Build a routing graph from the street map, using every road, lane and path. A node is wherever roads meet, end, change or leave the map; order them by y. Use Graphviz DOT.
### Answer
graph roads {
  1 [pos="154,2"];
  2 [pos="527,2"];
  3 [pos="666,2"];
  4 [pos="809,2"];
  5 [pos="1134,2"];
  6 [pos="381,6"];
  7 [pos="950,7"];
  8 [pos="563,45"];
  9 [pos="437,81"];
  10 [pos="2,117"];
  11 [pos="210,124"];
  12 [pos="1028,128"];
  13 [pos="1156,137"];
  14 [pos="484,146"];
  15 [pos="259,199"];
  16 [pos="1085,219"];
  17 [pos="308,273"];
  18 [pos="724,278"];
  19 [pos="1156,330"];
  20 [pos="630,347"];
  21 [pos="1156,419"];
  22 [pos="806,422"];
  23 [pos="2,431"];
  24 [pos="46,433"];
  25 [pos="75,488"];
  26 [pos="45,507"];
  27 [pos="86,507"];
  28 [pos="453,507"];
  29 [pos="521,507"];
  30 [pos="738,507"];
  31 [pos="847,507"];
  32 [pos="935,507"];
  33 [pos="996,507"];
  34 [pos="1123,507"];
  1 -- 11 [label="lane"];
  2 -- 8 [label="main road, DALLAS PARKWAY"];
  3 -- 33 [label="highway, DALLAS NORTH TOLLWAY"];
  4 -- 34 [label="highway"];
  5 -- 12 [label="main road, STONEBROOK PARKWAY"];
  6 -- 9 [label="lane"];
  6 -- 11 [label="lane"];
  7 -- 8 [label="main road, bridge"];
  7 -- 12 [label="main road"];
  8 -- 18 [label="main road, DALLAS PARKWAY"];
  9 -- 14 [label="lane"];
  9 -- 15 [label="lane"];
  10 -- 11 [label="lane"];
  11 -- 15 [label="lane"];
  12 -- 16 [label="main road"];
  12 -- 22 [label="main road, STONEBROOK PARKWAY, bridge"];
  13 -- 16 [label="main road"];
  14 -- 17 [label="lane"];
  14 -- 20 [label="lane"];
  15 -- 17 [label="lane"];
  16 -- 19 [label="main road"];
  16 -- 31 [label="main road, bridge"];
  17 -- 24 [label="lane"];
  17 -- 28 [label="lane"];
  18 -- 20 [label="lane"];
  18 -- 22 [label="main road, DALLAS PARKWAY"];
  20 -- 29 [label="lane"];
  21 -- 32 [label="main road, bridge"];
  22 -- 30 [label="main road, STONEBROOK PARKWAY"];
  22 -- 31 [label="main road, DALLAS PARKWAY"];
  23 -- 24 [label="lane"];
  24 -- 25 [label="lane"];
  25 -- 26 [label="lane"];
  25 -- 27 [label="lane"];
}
####################
REQUIREMENT —
Lines of the material above that contain the string "DALLAS" must be counted; respond with the total alone.

SOLUTION TO THIS TASK —
5